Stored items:
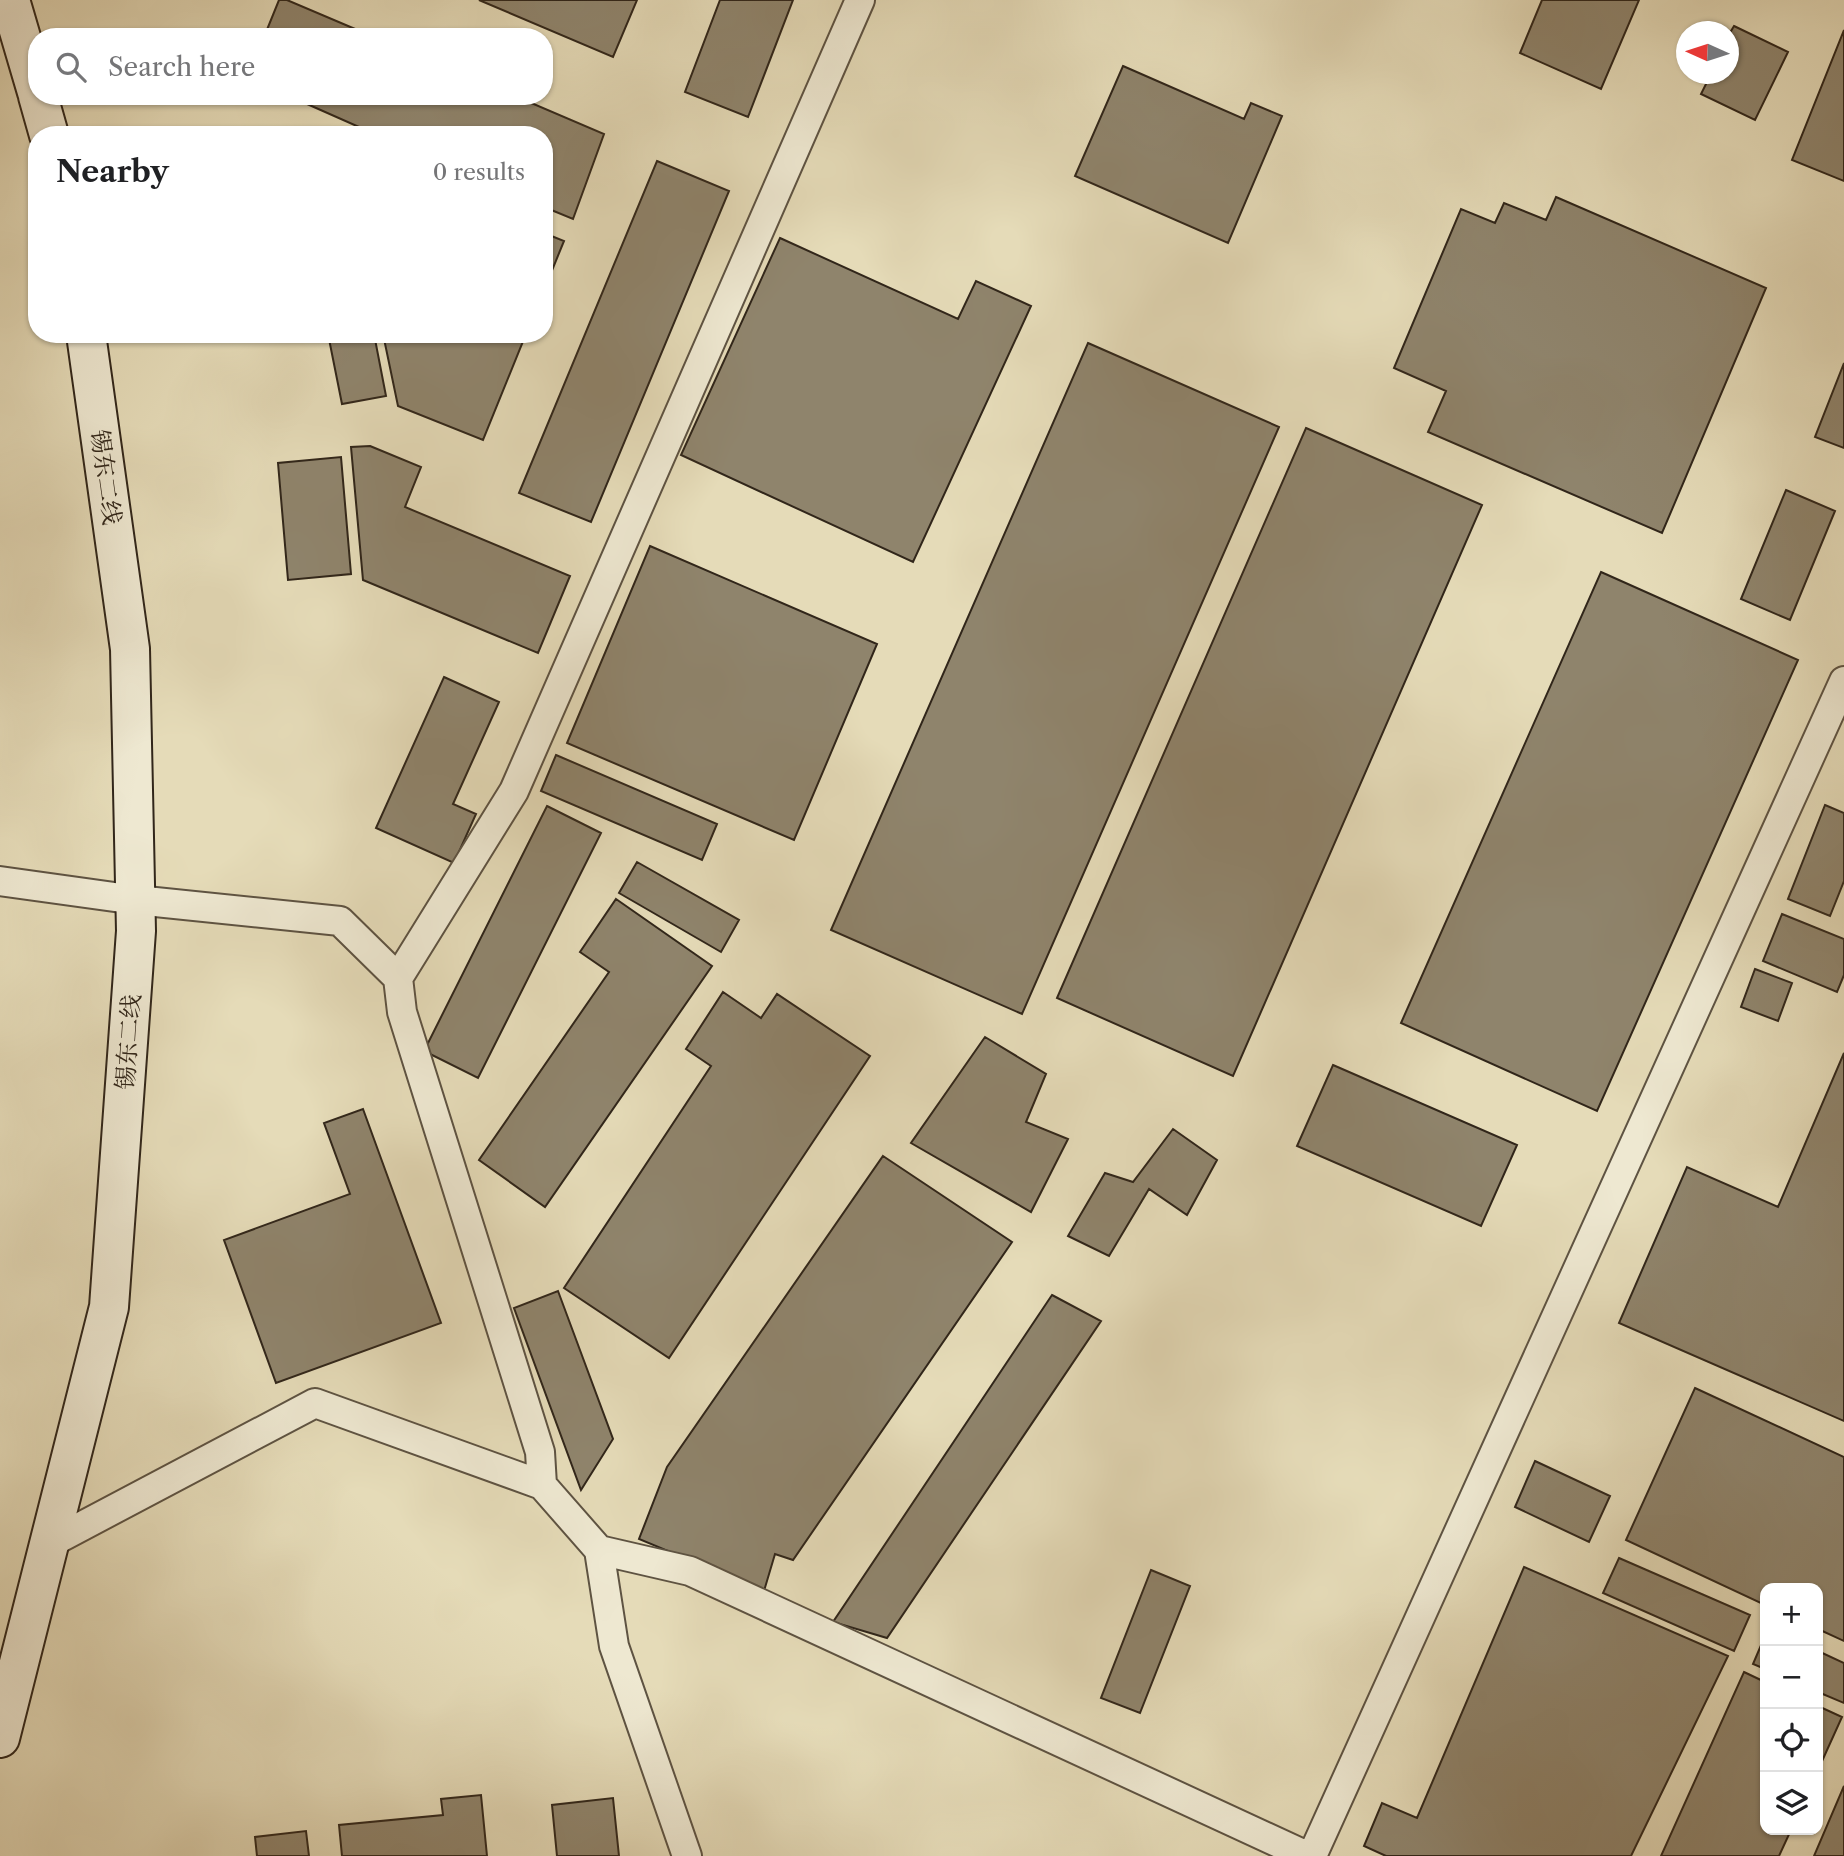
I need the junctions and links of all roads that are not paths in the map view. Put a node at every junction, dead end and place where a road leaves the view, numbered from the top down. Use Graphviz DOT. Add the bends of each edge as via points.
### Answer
graph roads {
  1 [pos="10,0"];
  2 [pos="860,0"];
  3 [pos="28,63"];
  4 [pos="40,105"];
  5 [pos="46,126"];
  6 [pos="87,343"];
  7 [pos="1844,681"];
  8 [pos="0,881"];
  9 [pos="136,900"];
  10 [pos="398,978"];
  11 [pos="541,1485"];
  12 [pos="50,1543"];
  13 [pos="599,1550"];
  14 [pos="0,1738"];
  15 [pos="687,1856"];
  16 [pos="1310,1856"];
  1 -- 3 [label="main road"];
  2 -- 10 [label="street" via="514,791"];
  4 -- 5 [label="main road"];
  6 -- 9 [label="main road, 锡东二线" via="131,649"];
  7 -- 16 [label="street"];
  8 -- 9 [label="street"];
  9 -- 10 [label="street" via="340,921"];
  9 -- 12 [label="main road, 锡东二线" via="109,1307"];
  10 -- 11 [label="street" via="402,1012 540,1452"];
  11 -- 12 [label="street" via="315,1404"];
  11 -- 13 [label="street"];
  12 -- 14 [label="main road, 锡东二线"];
  13 -- 15 [label="street" via="614,1646"];
  13 -- 16 [label="street" via="690,1571"];
}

What the task requires: Write out the records once more, word for word, though without the pictures they contain.

Problem solution:
I need the junctions and links of all roads that are not paths in the map view. Put a node at every junction, dead end and place where a road leaves the view, numbered from the top down. Use Graphviz DOT. Add the bends of each edge as via points.
### Answer
graph roads {
  1 [pos="10,0"];
  2 [pos="860,0"];
  3 [pos="28,63"];
  4 [pos="40,105"];
  5 [pos="46,126"];
  6 [pos="87,343"];
  7 [pos="1844,681"];
  8 [pos="0,881"];
  9 [pos="136,900"];
  10 [pos="398,978"];
  11 [pos="541,1485"];
  12 [pos="50,1543"];
  13 [pos="599,1550"];
  14 [pos="0,1738"];
  15 [pos="687,1856"];
  16 [pos="1310,1856"];
  1 -- 3 [label="main road"];
  2 -- 10 [label="street" via="514,791"];
  4 -- 5 [label="main road"];
  6 -- 9 [label="main road, 锡东二线" via="131,649"];
  7 -- 16 [label="street"];
  8 -- 9 [label="street"];
  9 -- 10 [label="street" via="340,921"];
  9 -- 12 [label="main road, 锡东二线" via="109,1307"];
  10 -- 11 [label="street" via="402,1012 540,1452"];
  11 -- 12 [label="street" via="315,1404"];
  11 -- 13 [label="street"];
  12 -- 14 [label="main road, 锡东二线"];
  13 -- 15 [label="street" via="614,1646"];
  13 -- 16 [label="street" via="690,1571"];
}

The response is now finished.